If you want to see the graphs for build arounds and explore the data for various build around strategies, hop over to the [Examples](#Examples) section. There is more info there on how to see some example build arounds (eg. Caves from LCI, Roots from MKM) and how to customize the evaluation (even if you don't have any coding experience).

## Show Me The Code

If you are interested in how the graphs are created or want to tweak the code to test out different things, all the code is in the [Code](#Code) section

## How to Run This Notebook

To run this notebook, in the menu, click "Runtime" => "Run all". It usually takes a few minutes to process all the data. You can see the graphs in the [Examples](#Examples) secion

# Code

This section has all the code for creating the datasets and graphing the build arounds. If you want to just see the graphs, go to [Examples](#Examples).

### Import Pandas and Set Useful Options

Pandas is what we'll use to analyze the data. For more info on Pandas, see the [docs](https://pandas.pydata.org/docs/user_guide/10min.html).

In [None]:
import gzip
import pandas as pd

pd.set_option('display.expand_frame_repr', False)
pd.set_option('display.max_columns', 1600)

### Download the Dataset

Download the datasets. The datasets are from the [17 Lands Public Data Sets](https://www.17lands.com/public_datasets).

In [None]:
from pathlib import Path

FORMAT_PREMIER_DRAFT = "PremierDraft"
FORMAT_TRADITIONAL_DRAFT = "TradDraft"

def download_if_not_exists(file_name, remote_url, common_name):
  if Path(file_name).is_file():
    print(f"{common_name} data file already downloaded. Skipping download")
  else:
    !wget {remote_url}

def get_dataset_metadata(expansion, format, dataset_type):
  file_name = f"{dataset_type}_data_public.{expansion}.{format}.csv.gz"
  remote_url = f"https://17lands-public.s3.amazonaws.com/analysis_data/{dataset_type}_data/{file_name}"
  return file_name, remote_url


def download_datasets(expansion, format):
  game_data_file_name, game_data_remote_url = get_dataset_metadata(expansion, format, "game")
  draft_data_file_name, draft_data_remote_url = get_dataset_metadata(expansion, format, "draft")
  cards_data_file_name = f"cards.csv"
  cards_data_remote_url = f"https://17lands-public.s3.amazonaws.com/analysis_data/cards/{cards_data_file_name}"

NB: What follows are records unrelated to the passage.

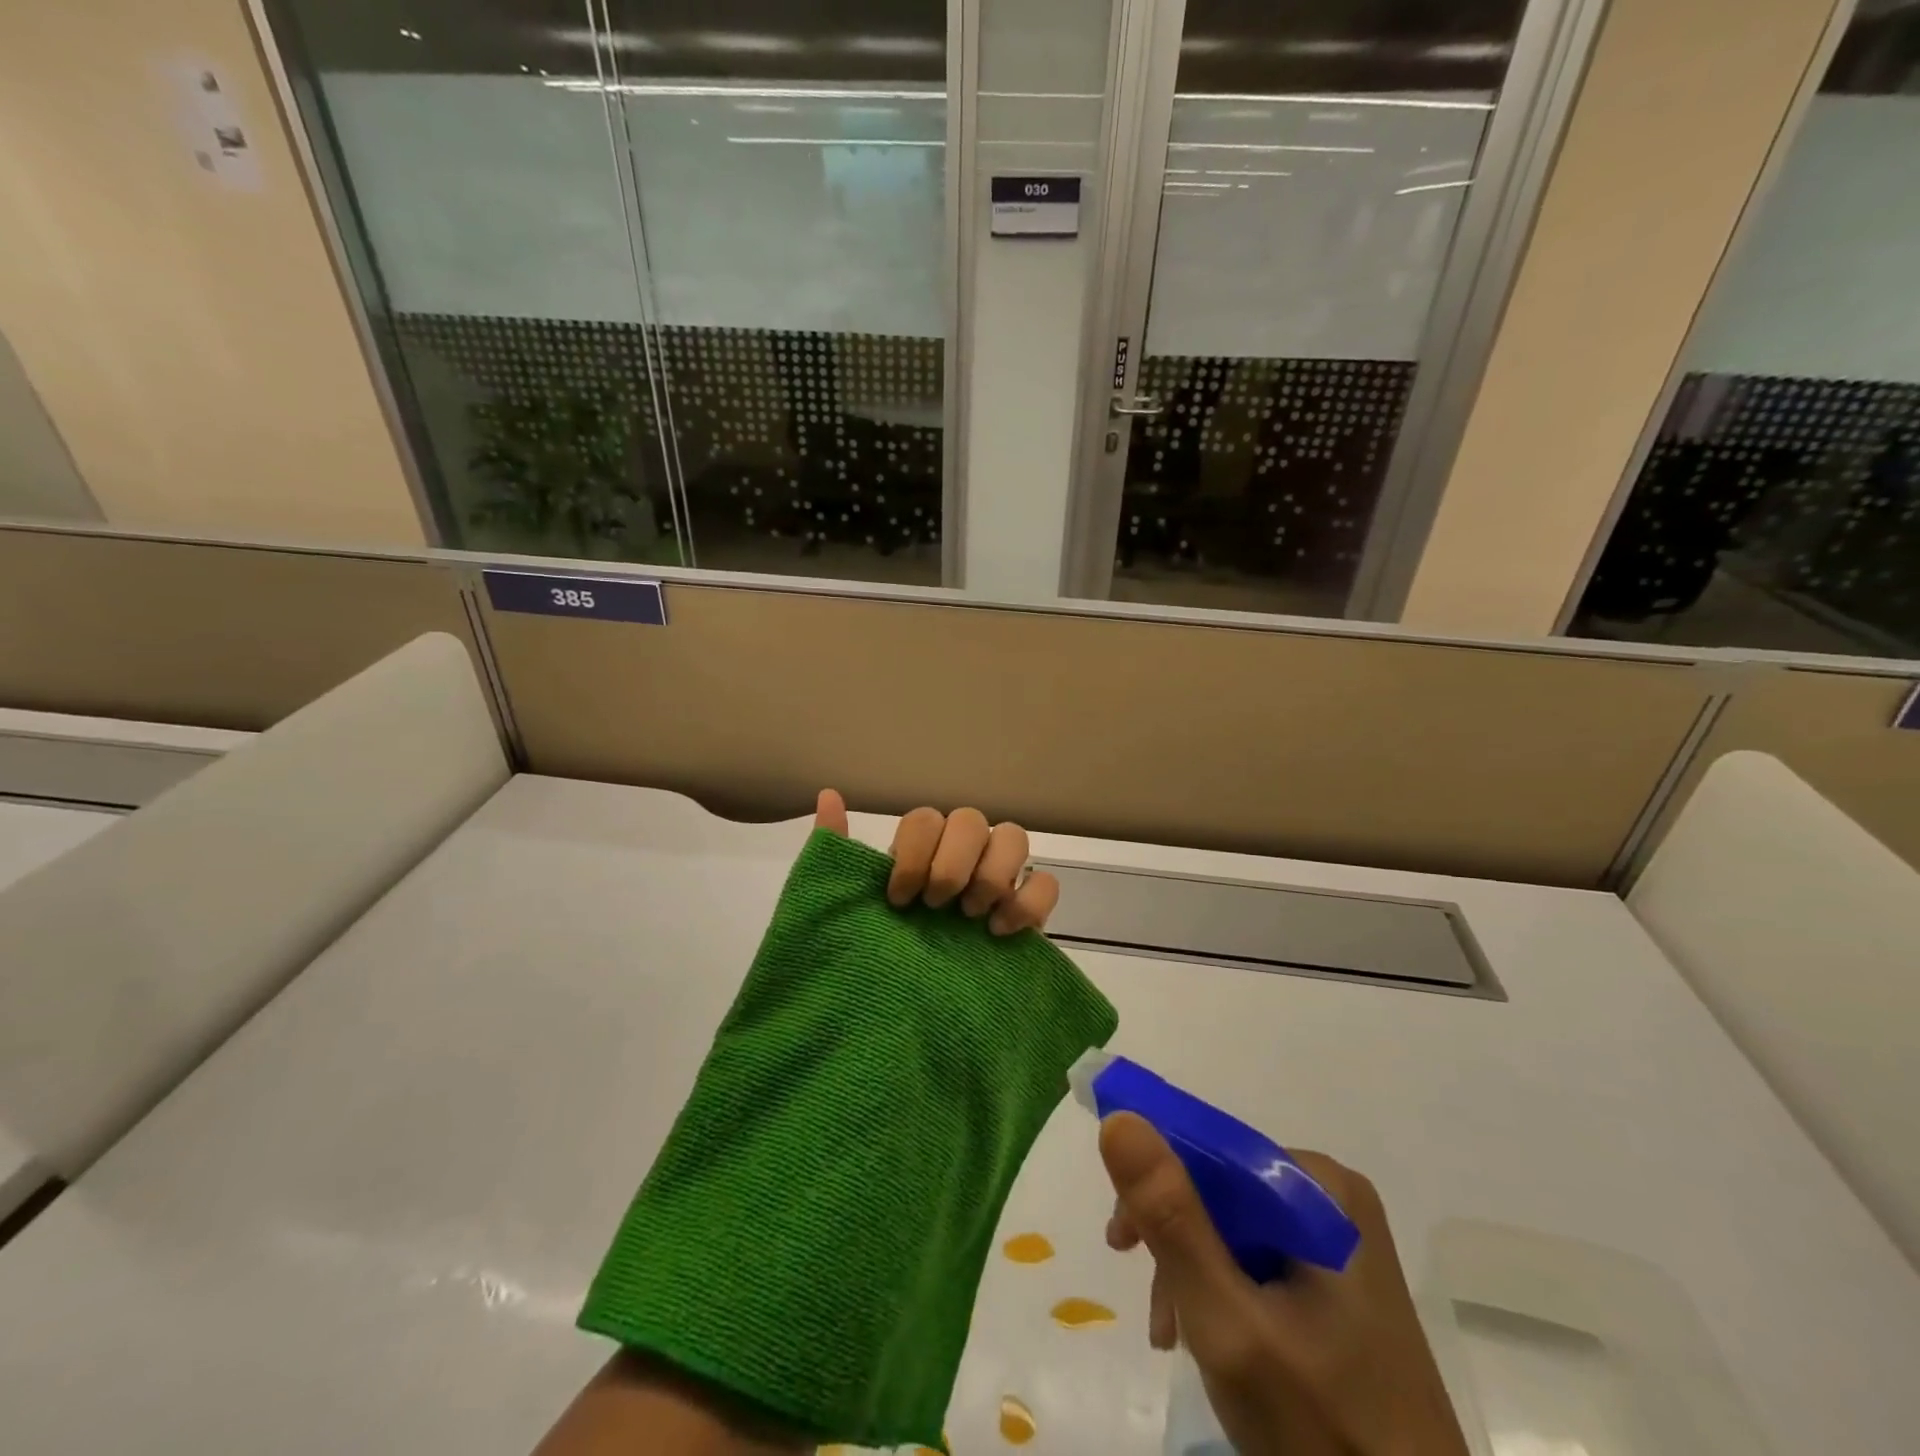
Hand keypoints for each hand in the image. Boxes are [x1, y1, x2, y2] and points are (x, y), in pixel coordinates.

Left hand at [814, 789, 1059, 934]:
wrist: (913, 1019)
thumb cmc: (878, 957)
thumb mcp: (846, 907)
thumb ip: (836, 852)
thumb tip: (827, 795)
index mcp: (920, 852)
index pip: (926, 819)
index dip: (914, 853)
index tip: (899, 899)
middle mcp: (962, 856)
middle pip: (971, 819)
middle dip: (951, 863)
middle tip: (936, 906)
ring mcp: (999, 880)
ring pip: (1014, 837)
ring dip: (991, 875)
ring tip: (970, 917)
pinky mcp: (1028, 912)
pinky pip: (1047, 883)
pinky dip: (1027, 902)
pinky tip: (999, 933)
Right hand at [1100, 1113, 1467, 1455]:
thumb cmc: (1324, 1435)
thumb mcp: (1228, 1323)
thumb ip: (1172, 1219)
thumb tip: (1119, 1118)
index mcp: (1319, 1189)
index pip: (1211, 1151)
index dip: (1156, 1185)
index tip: (1121, 1240)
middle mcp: (1331, 1198)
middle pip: (1219, 1189)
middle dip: (1173, 1239)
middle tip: (1146, 1300)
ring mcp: (1337, 1241)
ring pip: (1232, 1225)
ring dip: (1190, 1269)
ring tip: (1171, 1334)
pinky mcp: (1336, 1281)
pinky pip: (1257, 1257)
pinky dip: (1220, 1289)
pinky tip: (1205, 1335)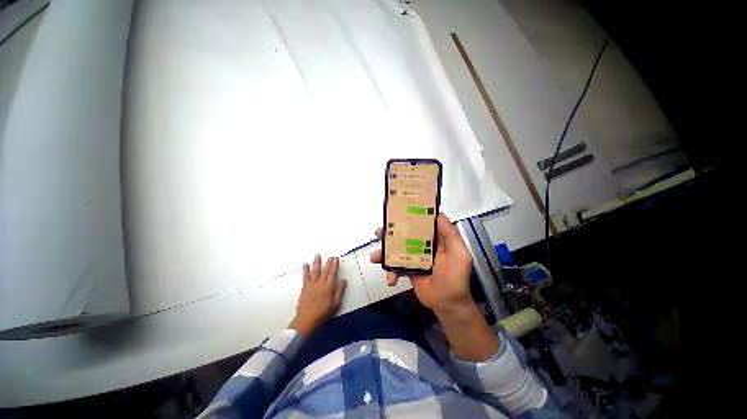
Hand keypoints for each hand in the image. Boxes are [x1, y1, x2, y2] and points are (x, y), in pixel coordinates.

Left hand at [289, 255, 346, 337]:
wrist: (306, 320)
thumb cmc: (322, 313)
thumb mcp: (335, 304)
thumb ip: (339, 291)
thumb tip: (344, 280)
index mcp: (328, 288)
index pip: (332, 273)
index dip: (335, 265)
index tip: (336, 258)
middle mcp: (320, 284)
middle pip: (325, 271)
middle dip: (328, 262)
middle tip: (331, 256)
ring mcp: (311, 285)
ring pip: (315, 271)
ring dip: (316, 262)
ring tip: (317, 255)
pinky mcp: (305, 287)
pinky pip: (305, 277)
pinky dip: (305, 270)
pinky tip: (305, 264)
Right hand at [370, 213, 473, 314]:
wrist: (447, 305)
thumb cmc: (456, 278)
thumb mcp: (460, 255)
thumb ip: (451, 235)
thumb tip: (439, 214)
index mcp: (435, 238)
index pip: (421, 222)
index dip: (410, 215)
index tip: (397, 210)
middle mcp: (422, 244)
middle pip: (404, 234)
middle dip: (390, 232)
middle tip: (379, 233)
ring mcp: (413, 257)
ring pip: (396, 249)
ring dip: (383, 251)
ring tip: (375, 256)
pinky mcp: (407, 269)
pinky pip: (395, 266)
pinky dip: (389, 271)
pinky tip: (390, 279)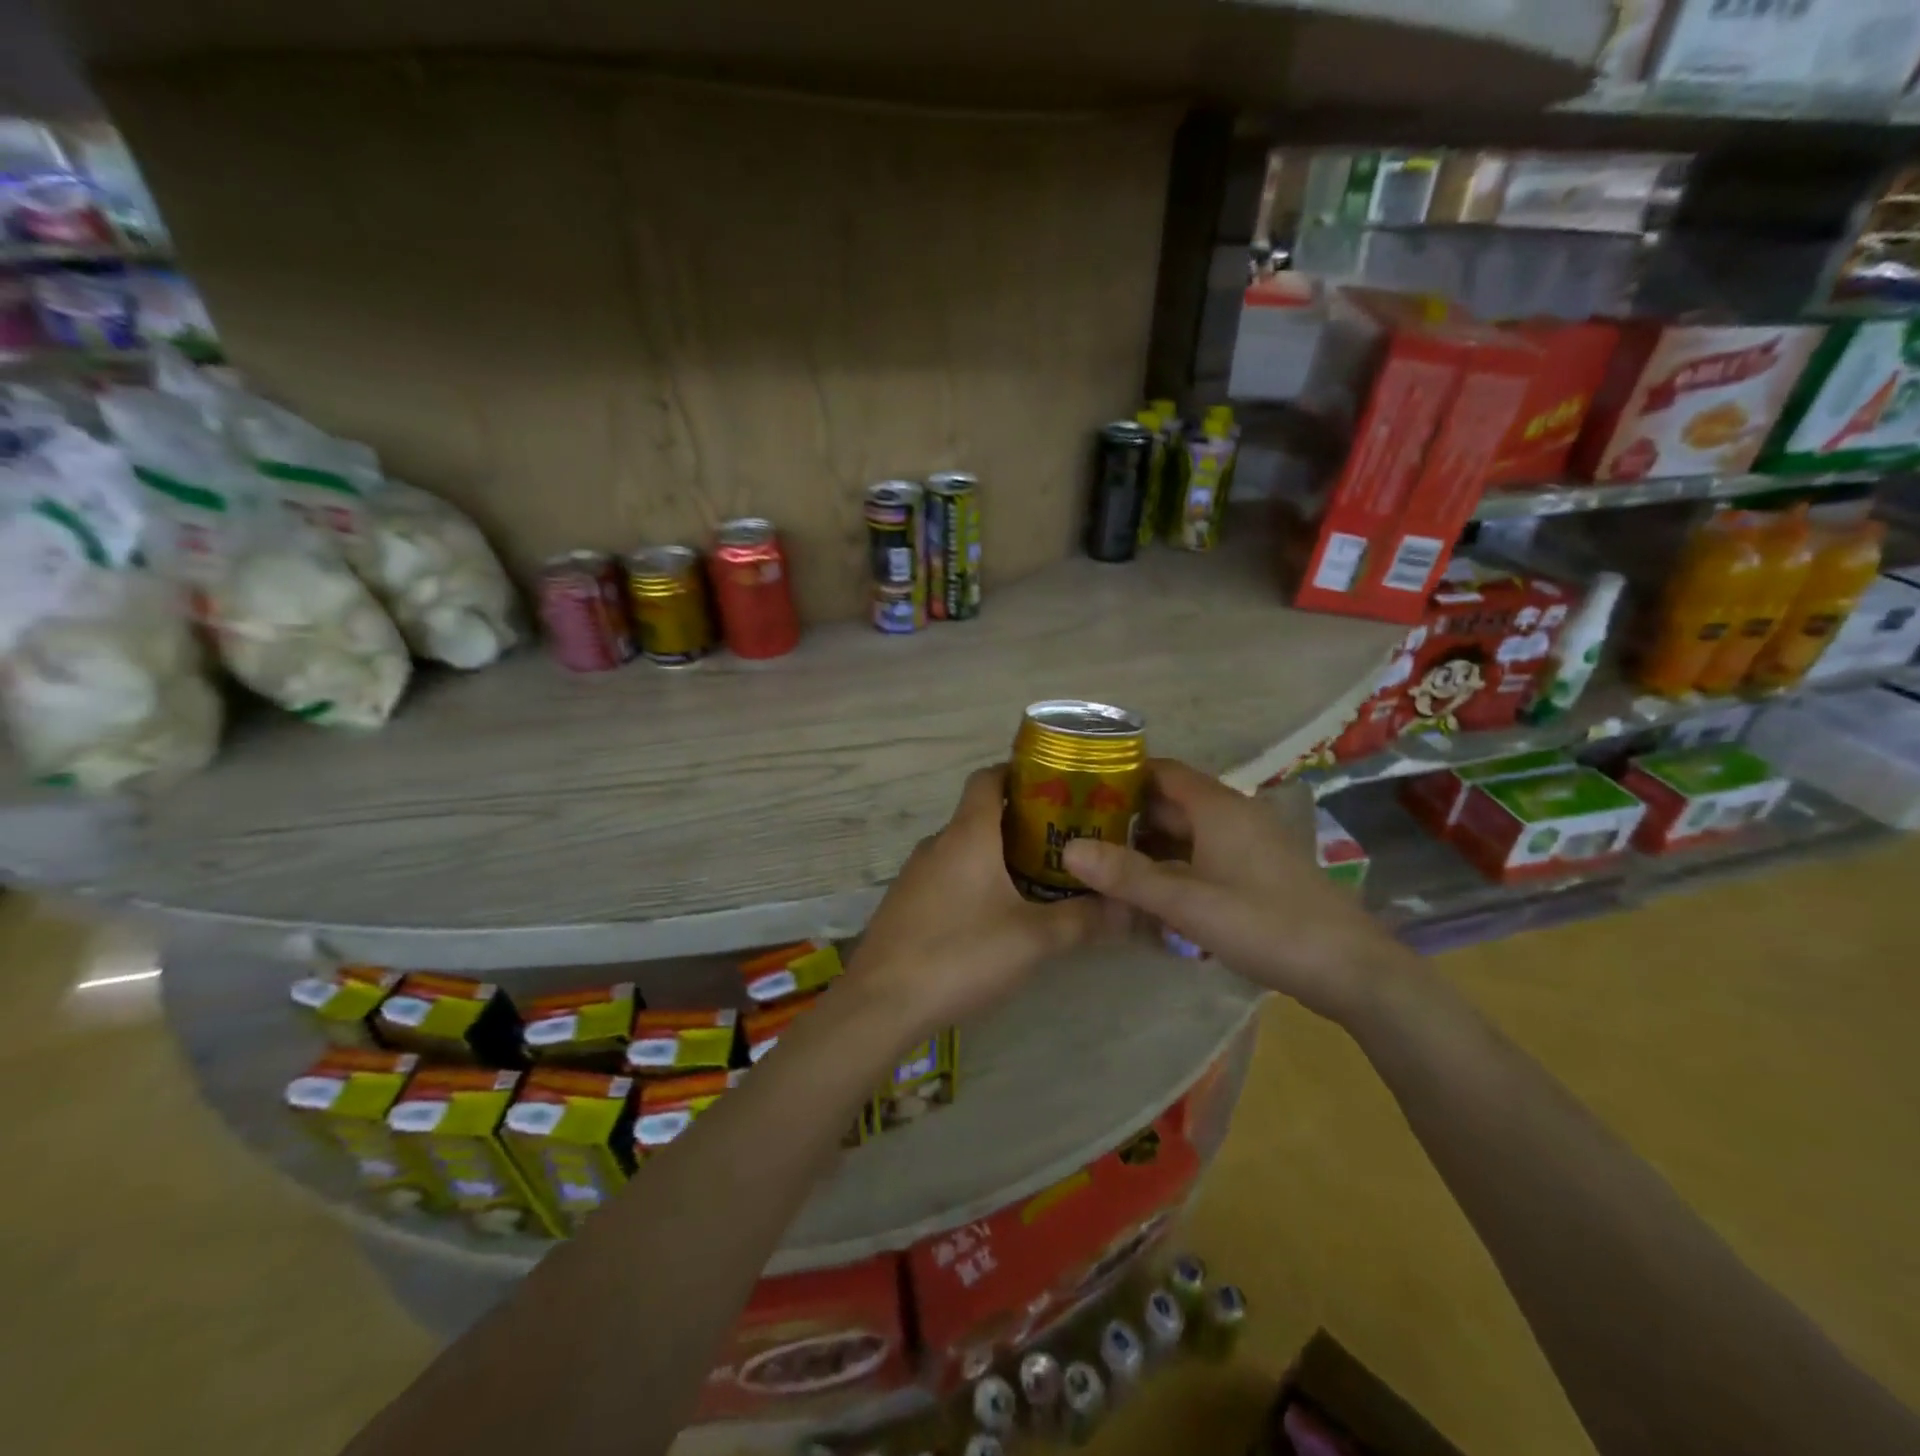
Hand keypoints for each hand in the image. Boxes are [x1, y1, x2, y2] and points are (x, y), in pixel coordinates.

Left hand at [840, 765, 1113, 1043]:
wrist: (881, 1003)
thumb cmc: (961, 954)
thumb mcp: (1033, 939)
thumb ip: (1083, 920)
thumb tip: (1127, 907)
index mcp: (967, 835)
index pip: (988, 778)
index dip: (1018, 774)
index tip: (1055, 787)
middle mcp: (937, 844)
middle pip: (980, 816)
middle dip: (1021, 824)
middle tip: (1062, 843)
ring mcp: (915, 874)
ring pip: (963, 849)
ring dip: (997, 856)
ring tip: (1037, 880)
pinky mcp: (905, 903)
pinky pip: (946, 876)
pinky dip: (973, 881)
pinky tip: (993, 916)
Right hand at [1061, 758, 1405, 1022]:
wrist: (1350, 969)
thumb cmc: (1266, 924)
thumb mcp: (1188, 902)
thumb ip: (1127, 876)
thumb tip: (1068, 850)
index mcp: (1218, 807)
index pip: (1162, 771)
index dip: (1121, 774)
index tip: (1080, 788)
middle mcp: (1234, 815)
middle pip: (1171, 802)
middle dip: (1127, 814)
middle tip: (1079, 830)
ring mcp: (1249, 844)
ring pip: (1187, 833)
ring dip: (1149, 844)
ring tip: (1103, 860)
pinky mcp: (1257, 872)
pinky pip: (1203, 856)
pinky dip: (1173, 865)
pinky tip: (1149, 890)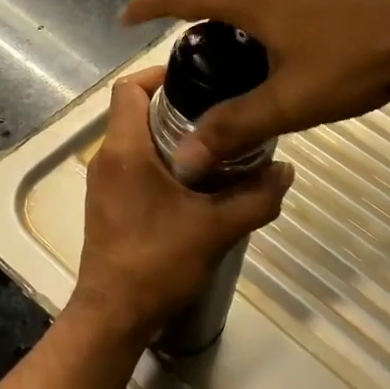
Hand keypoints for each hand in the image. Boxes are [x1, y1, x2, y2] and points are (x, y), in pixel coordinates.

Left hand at [69, 67, 294, 346]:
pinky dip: (158, 158)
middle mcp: (106, 157)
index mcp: (125, 150)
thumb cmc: (157, 263)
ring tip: (214, 142)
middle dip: (173, 104)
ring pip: (133, 138)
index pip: (128, 87)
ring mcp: (102, 181)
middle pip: (133, 110)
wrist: (113, 314)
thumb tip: (286, 170)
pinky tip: (194, 180)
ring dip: (167, 133)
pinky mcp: (106, 201)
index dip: (158, 73)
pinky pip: (131, 162)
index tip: (196, 76)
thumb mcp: (217, 229)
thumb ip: (256, 197)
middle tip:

  download_if_not_exists(game_data_file_name, game_data_remote_url, "game")
  download_if_not_exists(draft_data_file_name, draft_data_remote_url, "draft")
  download_if_not_exists(cards_data_file_name, cards_data_remote_url, "cards")

### Enrich the dataset

Iterate through the dataset in chunks and add counts for build around enablers and payoffs. We drop all the specific card information after calculating the counts in order to save space.

In [None]:
def get_all_drafts(expansion, format):
  """
  Returns a table with one row per draft
  """
  cols = ["expansion", "event_type", "draft_id", "draft_time", "rank", "event_match_wins", "event_match_losses"]
  chunks = list()
  for draft_data in pd.read_csv(
      get_dataset_metadata(expansion, format, "draft")[0],
      chunksize=100000,
      usecols=cols
      ):
    draft_data_no_dups = draft_data.drop_duplicates(subset=["draft_id"])
    chunks.append(draft_data_no_dups)

  all_drafts = pd.concat(chunks)

  # Remove duplicates in case of drafts that show up in multiple chunks
  all_drafts = all_drafts.drop_duplicates(subset=["draft_id"], keep="last")
  return all_drafts

In [None]:
from datetime import datetime

def enrich_build_around_stats(decks, build_around_payoffs, build_around_enablers):
  decks["build_around_payoffs"] = decks[build_around_payoffs].sum(axis=1)
  decks["build_around_enablers"] = decks[build_around_enablers].sum(axis=1)

  return decks

gd_base_cols = ['draft_id', 'main_colors', 'splash_colors', 'rank', 'on_play', 'opp_colors', 'num_turns', 'draft_time', 'won']
def get_game_data_cols(format, expansion):
  """
  Returns the columns in the game data file that includes metadata and which cards were in the deck. Filters out other columns to reduce size of the dataset
  """
  df = next(pd.read_csv(get_dataset_metadata(format, expansion, "game")[0], chunksize=100))
  col_names = list(df)
  gd_card_cols = [x for x in col_names if x.startswith("deck_")]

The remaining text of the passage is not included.